Betsey Stevenson, professor of economics and public policy at the University of Michigan, calls the impact of the pandemic a triple punch for women.

“They’re just disproportionately likely to hold the kinds of jobs we needed to send people home from,” said Stevenson, who is a labor economist. “Women do a lot of caring jobs, in-person jobs. Those are the kinds of jobs that tend to be robust to a downturn, but not this downturn because this downturn was all about stopping in-person contact and that really hit women’s jobs pretty hard.”

On top of that, a lot of jobs in state and local government — more likely to be held by women than men — were lost. And then children were sent home from school, again more likely to impact women.

Stevenson said there will be adjustments getting back to “normal” even when the vaccine is widely available and schools are open again.

“The kids are going back to school, but kids … had a hard time in this particular situation. I don’t think that their needs are going to go away, just because they’re going back to school.”

Wanting to return to work

Months without playdates and socializing have certainly taken a toll on families, along with all the other strains of living in a pandemic.

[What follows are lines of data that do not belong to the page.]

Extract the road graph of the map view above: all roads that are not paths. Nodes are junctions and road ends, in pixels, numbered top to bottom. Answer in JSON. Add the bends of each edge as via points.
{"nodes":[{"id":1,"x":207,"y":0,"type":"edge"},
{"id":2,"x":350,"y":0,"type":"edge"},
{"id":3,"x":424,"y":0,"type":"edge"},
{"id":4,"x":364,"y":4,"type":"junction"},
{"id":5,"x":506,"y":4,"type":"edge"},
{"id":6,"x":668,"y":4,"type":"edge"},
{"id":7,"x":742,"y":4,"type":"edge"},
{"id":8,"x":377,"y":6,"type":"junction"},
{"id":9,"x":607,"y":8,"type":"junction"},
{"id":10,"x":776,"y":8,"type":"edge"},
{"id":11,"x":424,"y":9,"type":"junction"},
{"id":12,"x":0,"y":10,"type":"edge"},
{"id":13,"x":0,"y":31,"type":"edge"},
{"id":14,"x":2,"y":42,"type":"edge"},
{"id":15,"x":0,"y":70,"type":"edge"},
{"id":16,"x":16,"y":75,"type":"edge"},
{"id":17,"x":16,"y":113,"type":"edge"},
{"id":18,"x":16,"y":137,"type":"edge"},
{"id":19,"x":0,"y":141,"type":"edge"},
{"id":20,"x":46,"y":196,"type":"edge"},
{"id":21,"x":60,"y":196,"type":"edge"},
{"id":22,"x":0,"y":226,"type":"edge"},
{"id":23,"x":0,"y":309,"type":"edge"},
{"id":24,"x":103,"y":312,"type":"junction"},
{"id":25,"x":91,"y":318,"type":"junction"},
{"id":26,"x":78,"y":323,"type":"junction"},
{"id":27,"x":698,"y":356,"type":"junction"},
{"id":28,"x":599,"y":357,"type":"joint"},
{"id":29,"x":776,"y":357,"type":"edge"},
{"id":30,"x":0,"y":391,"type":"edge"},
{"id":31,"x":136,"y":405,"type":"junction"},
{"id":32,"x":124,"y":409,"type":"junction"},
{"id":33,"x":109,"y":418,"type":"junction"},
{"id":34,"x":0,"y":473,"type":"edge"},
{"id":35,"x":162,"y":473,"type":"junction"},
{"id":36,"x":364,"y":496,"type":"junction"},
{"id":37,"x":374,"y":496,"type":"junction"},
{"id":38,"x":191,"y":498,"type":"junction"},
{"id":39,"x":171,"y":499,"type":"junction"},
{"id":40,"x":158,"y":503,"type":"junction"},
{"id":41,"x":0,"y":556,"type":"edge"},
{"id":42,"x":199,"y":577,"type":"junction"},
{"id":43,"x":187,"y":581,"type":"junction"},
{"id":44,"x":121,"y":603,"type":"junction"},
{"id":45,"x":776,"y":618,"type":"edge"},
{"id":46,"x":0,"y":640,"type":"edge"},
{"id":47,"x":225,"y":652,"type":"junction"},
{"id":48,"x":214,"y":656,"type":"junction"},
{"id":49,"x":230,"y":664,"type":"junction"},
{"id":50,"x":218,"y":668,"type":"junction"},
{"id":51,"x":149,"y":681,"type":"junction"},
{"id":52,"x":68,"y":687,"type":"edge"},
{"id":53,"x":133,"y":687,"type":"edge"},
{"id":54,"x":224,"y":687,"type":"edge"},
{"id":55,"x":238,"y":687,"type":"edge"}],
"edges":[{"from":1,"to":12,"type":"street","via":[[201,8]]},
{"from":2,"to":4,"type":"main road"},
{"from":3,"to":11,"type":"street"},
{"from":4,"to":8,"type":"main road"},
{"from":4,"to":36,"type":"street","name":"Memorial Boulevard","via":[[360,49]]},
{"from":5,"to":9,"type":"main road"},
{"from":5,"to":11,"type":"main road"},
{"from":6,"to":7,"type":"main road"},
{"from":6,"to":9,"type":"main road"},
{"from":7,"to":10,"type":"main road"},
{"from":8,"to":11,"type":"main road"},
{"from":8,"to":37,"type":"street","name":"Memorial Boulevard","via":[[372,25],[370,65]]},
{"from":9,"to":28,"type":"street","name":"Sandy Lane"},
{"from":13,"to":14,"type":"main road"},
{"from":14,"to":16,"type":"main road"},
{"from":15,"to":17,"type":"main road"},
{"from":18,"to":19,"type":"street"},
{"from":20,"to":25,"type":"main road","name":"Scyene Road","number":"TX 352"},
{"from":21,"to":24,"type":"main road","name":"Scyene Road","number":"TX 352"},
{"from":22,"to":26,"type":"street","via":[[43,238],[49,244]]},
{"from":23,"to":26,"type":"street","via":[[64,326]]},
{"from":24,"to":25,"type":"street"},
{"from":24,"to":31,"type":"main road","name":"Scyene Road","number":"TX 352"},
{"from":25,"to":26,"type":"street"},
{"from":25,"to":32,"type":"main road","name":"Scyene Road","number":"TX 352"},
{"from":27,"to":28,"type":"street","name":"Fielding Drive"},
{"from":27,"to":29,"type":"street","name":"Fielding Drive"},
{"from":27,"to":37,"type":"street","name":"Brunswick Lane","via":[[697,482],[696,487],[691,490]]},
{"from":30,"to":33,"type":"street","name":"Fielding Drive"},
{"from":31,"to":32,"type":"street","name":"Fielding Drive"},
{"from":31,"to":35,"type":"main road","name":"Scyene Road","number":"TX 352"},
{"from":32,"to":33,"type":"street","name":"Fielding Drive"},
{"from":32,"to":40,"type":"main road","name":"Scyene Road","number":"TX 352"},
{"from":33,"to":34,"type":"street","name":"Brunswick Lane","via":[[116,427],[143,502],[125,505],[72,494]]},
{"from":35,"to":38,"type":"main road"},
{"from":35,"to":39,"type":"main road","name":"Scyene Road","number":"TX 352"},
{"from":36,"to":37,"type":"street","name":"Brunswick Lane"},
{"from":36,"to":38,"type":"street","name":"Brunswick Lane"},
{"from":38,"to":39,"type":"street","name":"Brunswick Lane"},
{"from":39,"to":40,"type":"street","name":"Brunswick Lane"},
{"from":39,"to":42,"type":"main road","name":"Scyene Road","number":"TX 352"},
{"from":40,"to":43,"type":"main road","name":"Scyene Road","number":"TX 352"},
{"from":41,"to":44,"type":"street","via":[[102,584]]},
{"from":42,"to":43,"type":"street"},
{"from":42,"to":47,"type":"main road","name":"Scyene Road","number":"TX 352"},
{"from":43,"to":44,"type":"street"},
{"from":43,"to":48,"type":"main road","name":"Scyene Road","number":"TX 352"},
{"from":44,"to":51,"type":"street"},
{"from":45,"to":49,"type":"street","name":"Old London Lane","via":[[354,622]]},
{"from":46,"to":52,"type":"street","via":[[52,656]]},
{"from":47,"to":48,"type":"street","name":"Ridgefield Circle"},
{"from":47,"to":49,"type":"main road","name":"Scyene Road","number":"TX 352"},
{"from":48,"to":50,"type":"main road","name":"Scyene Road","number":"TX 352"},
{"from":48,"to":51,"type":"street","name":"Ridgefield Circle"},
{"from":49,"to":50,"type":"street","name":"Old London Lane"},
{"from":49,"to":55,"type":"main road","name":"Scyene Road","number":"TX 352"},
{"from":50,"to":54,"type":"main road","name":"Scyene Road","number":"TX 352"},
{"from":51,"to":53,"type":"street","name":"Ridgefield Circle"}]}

And even though Dodd has been able to leave her job for her children, she also sees the limits. “It’s heartbreaking as a parent to say, ‘There is nothing I can do to make this better. This is how it is right now. And I am standing with you and I am walking alongside you, and we will do hard things together.'”

For Dodd, there needs to be vaccine availability and there needs to be in-person school. She says her heartache now is not knowing when that might be.

But she has many reasons for wanting to return to ministry.

“For me, pastoring is a vocation and it’s not one that’s gone away because of circumstance. The call has not gone away, the job has for the moment,” she said.

She says she still loves preaching, teaching and being with people. And she anticipates returning to a place that she says needs more female workers.

“I’m in a male-dominated industry, one that’s been male-dominated, frankly, for 2,000 years.”